I would also like to sign up this entry to bashkort's Month of Blog Posts:-)
Abstract
This work describes a hash-based mass-searching algorithm, finding (count, location of first match) entries from a dictionary against a string $$$s$$$ of length $$$n$$$. The presented implementation makes use of all substrings of $$$s$$$ whose lengths are powers of $$$2$$$ to construct an offline algorithm that can, in some cases, reach a complexity of $$$O(n \log^2n)$$$ even if there are $$$O(n^2)$$$ possible matches.
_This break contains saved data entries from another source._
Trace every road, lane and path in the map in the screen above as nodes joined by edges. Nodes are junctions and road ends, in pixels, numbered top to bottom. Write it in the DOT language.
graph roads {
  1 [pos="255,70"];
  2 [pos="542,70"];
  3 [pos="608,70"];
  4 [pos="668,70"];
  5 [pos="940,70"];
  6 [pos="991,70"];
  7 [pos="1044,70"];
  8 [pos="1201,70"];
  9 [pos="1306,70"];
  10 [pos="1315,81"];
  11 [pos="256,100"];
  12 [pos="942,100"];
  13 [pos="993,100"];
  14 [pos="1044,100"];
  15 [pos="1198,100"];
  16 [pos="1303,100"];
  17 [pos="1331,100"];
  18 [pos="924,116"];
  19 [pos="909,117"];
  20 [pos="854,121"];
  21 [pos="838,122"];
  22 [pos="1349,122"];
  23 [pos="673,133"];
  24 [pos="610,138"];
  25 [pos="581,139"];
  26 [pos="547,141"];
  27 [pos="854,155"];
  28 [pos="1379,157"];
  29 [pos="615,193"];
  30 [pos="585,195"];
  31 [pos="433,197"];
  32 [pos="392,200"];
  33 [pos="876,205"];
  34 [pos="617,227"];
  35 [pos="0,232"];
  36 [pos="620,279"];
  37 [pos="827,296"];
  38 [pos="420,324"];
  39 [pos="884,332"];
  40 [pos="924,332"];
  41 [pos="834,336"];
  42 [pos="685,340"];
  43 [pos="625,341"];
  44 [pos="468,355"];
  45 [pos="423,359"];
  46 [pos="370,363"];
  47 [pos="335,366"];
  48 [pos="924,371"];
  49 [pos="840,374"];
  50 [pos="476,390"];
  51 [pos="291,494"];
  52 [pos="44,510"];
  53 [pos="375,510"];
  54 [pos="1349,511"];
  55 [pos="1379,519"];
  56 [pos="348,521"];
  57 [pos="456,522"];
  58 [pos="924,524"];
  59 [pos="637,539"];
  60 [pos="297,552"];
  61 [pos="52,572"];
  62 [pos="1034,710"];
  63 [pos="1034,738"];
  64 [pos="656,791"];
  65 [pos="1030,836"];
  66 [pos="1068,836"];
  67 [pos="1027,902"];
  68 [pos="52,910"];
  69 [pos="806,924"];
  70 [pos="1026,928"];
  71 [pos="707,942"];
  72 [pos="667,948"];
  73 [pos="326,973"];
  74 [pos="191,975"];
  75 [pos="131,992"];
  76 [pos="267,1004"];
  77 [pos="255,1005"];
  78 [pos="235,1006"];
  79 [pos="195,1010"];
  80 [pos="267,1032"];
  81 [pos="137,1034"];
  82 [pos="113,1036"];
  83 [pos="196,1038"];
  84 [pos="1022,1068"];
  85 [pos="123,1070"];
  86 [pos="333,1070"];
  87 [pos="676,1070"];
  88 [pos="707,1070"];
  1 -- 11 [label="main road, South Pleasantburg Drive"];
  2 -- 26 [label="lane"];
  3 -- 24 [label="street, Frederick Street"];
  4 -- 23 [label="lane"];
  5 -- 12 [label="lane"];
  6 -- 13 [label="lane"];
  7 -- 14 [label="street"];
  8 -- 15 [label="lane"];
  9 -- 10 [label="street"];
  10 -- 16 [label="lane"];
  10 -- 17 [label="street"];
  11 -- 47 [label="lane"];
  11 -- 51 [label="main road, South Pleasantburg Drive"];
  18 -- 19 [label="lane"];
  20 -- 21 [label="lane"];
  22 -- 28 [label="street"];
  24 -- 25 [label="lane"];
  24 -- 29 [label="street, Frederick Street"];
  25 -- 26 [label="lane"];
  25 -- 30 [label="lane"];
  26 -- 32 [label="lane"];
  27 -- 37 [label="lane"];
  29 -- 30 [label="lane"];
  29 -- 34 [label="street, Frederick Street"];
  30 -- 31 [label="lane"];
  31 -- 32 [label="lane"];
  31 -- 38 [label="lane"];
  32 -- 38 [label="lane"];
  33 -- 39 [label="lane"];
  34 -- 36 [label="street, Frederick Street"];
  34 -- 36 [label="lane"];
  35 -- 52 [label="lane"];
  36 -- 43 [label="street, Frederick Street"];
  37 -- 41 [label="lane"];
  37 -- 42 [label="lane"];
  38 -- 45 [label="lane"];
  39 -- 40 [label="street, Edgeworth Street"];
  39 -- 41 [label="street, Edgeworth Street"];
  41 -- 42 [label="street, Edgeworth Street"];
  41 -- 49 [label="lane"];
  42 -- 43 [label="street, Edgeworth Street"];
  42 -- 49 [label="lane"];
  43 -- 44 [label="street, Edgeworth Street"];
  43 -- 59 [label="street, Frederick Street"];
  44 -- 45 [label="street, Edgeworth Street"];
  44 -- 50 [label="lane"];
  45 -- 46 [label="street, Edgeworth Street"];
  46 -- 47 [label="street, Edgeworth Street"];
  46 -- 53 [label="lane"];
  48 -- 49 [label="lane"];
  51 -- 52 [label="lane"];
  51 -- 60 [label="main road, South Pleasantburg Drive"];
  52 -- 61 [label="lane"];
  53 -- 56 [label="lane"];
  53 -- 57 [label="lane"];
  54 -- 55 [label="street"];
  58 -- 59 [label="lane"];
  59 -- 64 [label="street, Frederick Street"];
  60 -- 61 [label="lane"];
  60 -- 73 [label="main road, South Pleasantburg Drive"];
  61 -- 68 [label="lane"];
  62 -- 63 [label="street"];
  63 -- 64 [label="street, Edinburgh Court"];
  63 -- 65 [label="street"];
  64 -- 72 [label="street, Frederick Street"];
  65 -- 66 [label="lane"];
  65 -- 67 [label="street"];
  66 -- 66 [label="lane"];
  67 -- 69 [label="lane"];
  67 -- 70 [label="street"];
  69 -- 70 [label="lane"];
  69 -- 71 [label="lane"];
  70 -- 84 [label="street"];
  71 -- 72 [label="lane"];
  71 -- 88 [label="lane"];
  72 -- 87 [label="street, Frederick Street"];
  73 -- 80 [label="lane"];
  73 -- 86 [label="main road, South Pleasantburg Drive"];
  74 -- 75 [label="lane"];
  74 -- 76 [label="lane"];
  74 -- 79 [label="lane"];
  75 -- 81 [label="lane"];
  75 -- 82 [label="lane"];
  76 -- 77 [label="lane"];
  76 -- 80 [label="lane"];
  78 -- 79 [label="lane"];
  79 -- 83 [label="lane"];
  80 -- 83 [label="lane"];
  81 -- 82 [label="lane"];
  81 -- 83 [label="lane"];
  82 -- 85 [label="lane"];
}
If there is a limit on the dictionary size $$$m$$$, then the precomputation complexity is $$$O(m + n \log^2n)$$$, and the search complexity is bounded by $$$O(n\log^2n + m\log n)$$$, even if it performs in practice like $$$O(n\log^2n + \sqrt{nm}\log n)$$$. Other applications, such as finding the number of distinct substrings of $$$s$$$ for each length between $$$1$$$ and $$$n$$$, can be done with the same algorithm in $$$O(n\log^2n)$$$.
Problem Description
We want to write an offline algorithm for the following problem, which receives as input a string $$$s$$$ of length $$$n$$$, and a dictionary $$$ts = \{t_1, t_2, .., t_{\lvert ts \rvert}\}$$$. As output, it expects for each string $$$t$$$ in the dictionary the number of times it is found in $$$s$$$. We could also ask for the position of the fist occurrence of each $$$t$$$ in $$$s$$$, but the paper mainly focuses on the number of matches.
Algorithm Description
We will build a DAG in which every node is mapped to a substring from $$$s$$$ whose length is a power of $$$2$$$. We will draw edges between any two nodes whose substrings are consecutive in $$$s$$$. The DAG has $$$O(n \log n)$$$ nodes and $$$O(n \log^2 n)$$$ edges.
We will break every $$$t_i \in ts$$$ down into a chain of substrings of 2-exponential length in strictly decreasing order (e.g. if $$$\lvert t \rvert = 11$$$, we will break it into $$$\{t[1..8], t[9..10], t[11]\}$$$). If $$$t_i$$$ occurs $$$k$$$ times in $$$s$$$, we will find $$$t_i$$$'s chain $$$k$$$ times in the DAG.